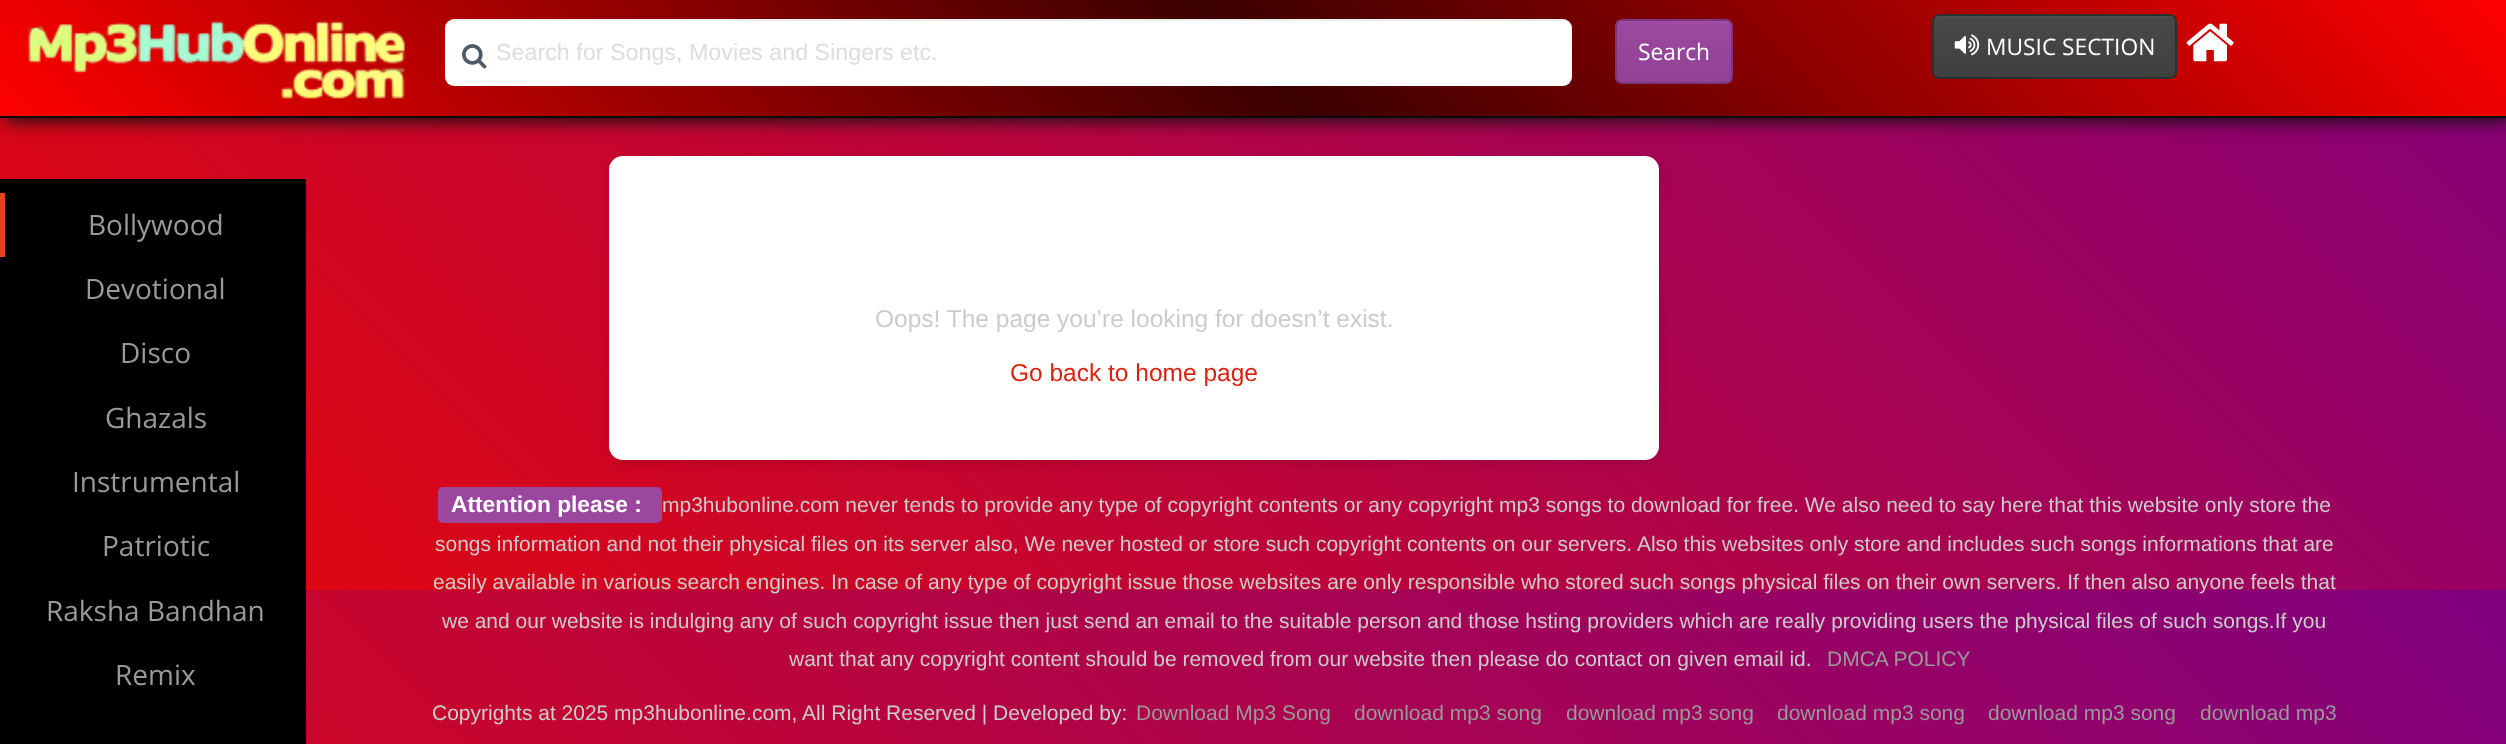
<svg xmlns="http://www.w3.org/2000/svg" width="2506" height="744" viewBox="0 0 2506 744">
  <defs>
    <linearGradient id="g1" gradientUnits="userSpaceOnUse" x1="440" y1="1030" x2="2066" y2="-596"><stop offset="0" stop-color="#e80707"/><stop offset="1" stop-color="#800080"/></linearGradient>
    <linearGradient id="g2" gradientUnits="userSpaceOnUse" x1="440" y1="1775" x2="2066" y2="150"><stop offset="0" stop-color="#e80707"/><stop offset="1" stop-color="#800080"/></linearGradient>
    <linearGradient id="g3" gradientUnits="userSpaceOnUse" x1="598" y1="713" x2="1908" y2="-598"><stop offset="0" stop-color="#f00"/><stop offset="0.5" stop-color="#3b0000"/><stop offset="1" stop-color="#f00"/></linearGradient>
    <linearGradient id="g4" gradientUnits="userSpaceOnUse" x1="1674" y1="21" x2="1674" y2="82"><stop offset="0" stop-color="#a54caa"/><stop offset="0.06" stop-color="#9b479f"/><stop offset="1" stop-color="#914294"/></linearGradient>
    <linearGradient id="g5" gradientUnits="userSpaceOnUse" x1="2055" y1="16" x2="2055" y2="77"><stop offset="0" stop-color="#4f5151"/><stop offset="0.06" stop-color="#474949"/><stop offset="1" stop-color="#3f4141"/></linearGradient>
  </defs>
  <rect width="100%" height="100%" fill="#fff"/>
  <path d="M0 118h2506v472H0z" fill="url(#g1)"/>
  <path d="M306 590h2200v154H306z" fill="url(#g2)"/>
  <path d="M0 116h2506v2H0z" fill="#000"/>
  <path d="M5 5h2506v116H5z" fill="#111" filter="blur(9px)"/>
  <path d="M0 0h2506v116H0z" fill="url(#g3)"/>
  <image x="27" y="20" width="379" height="79" href="img/1.png"/>
  <rect x="445" y="19" width="1127" height="67" rx="9" fill="#fff"/>
  <image x="462" y="44" width="25" height="25" href="img/2.png"/>
  <path d="M453 21H1563C1568 21 1572 25 1572 30V28C1572 23 1568 19 1563 19H454C450 19 447 21 446 25C447 23 450 21 453 21Z" fill="#00000012"/>
  <path d="M1617 21h114v61H1617z" fill="url(#g4)"/>
  <rect x="1616" y="20" width="116" height="63" rx="6" fill="none" stroke="#79377c" stroke-width="2"/>
  <path d="M1934 16h241v61H1934z" fill="url(#g5)"/>
  <rect x="1933" y="15" width="243" height="63" rx="6" fill="none" stroke="#2e2f2f" stroke-width="2"/>
  <image x="1954" y="34" width="26" height="22" href="img/3.png"/>
  <image x="2186" y="23" width="48" height="39" href="img/4.png"/>
  <path d="M0 179h306v565H0z" fill="#000"/>
  <path d="M0 193h5v64H0z" fill="#e84323"/>
  <rect x="609" y="159" width="1050" height="305" rx="14" fill="#0000001a" filter="blur(4.5px)"/>
  <rect x="609" y="156" width="1050" height="304" rx="14" fill="#fff"/>
  <rect x="438" y="487" width="224" height="36" rx="5" fill="#9b479f"/>
  <text x="496" y="60" font-family="Liberation Sans" font-size="23.3" fill="#ddd">Search for Songs, Movies and Singers etc.</text>
  <g font-family="Open Sans" font-size="22.75" fill="#fff">
    <text x="1638" y="60">Search</text>
    <text x="1986" y="55">MUSIC SECTION</text>
  </g>
  <g font-family="Open Sans" font-size="28" fill="#999">
    <text x="88" y="235">Bollywood</text>
    <text x="85" y="299">Devotional</text>
    <text x="120" y="363">Disco</text>
    <text x="105" y="428">Ghazals</text>
    <text x="72" y="492">Instrumental</text>
    <text x="102" y="556">Patriotic</text>
    <text x="46" y="621">Raksha Bandhan</text>
    <text x="115" y="685">Remix</text>
  </g>
  <text x="875" y="327" font-family="Liberation Sans" font-size="24.5" fill="#ccc">Oops! The page you’re looking for doesn’t exist.</text>
  <text x="1010" y="381" font-family="Liberation Sans" font-size="24.5" fill="#d9230f">Go back to home page</text>
  <text x="451" y="512" font-family="Liberation Sans" font-size="22.75" font-weight="bold" fill="#fff">Attention please :</text>
  <g font-family="Liberation Sans" font-size="21" fill="#ccc">
    <text x="662" y="512">mp3hubonline.com never tends to provide any type of copyright contents or any copyright mp3 songs to download for free. We also need to say here that this website only store the</text>
    <text x="435" y="551">songs information and not their physical files on its server also, We never hosted or store such copyright contents on our servers. Also this websites only store and includes such songs informations that are</text>
    <text x="433" y="589">easily available in various search engines. In case of any type of copyright issue those websites are only responsible who stored such songs physical files on their own servers. If then also anyone feels that</text>
    <text x="442" y="628">we and our website is indulging any of such copyright issue then just send an email to the suitable person and those hsting providers which are really providing users the physical files of such songs.If you</text>
    <text x="789" y="666">want that any copyright content should be removed from our website then please do contact on given email id.</text>
  </g>
  <text x="1827" y="666" font-family="Liberation Sans" font-size="21" fill="#999">DMCA POLICY</text>
  <text x="432" y="720" font-family="Liberation Sans" font-size="21" fill="#ccc">Copyrights at 2025 mp3hubonline.com, All Right Reserved | Developed by:</text>
  <g font-family="Liberation Sans" font-size="21" fill="#999">
    <text x="1136" y="720">Download Mp3 Song</text>
    <text x="1354" y="720">download mp3 song</text>
    <text x="1566" y="720">download mp3 song</text>
    <text x="1777" y="720">download mp3 song</text>
    <text x="1988" y="720">download mp3 song</text>
    <text x="2200" y="720">download mp3</text>
  </g>
</svg>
================================
§ **Exercise objective**:
Of all the lines in the entries, count those with the string "href", and report only that number.

§ **Exercise result**:
4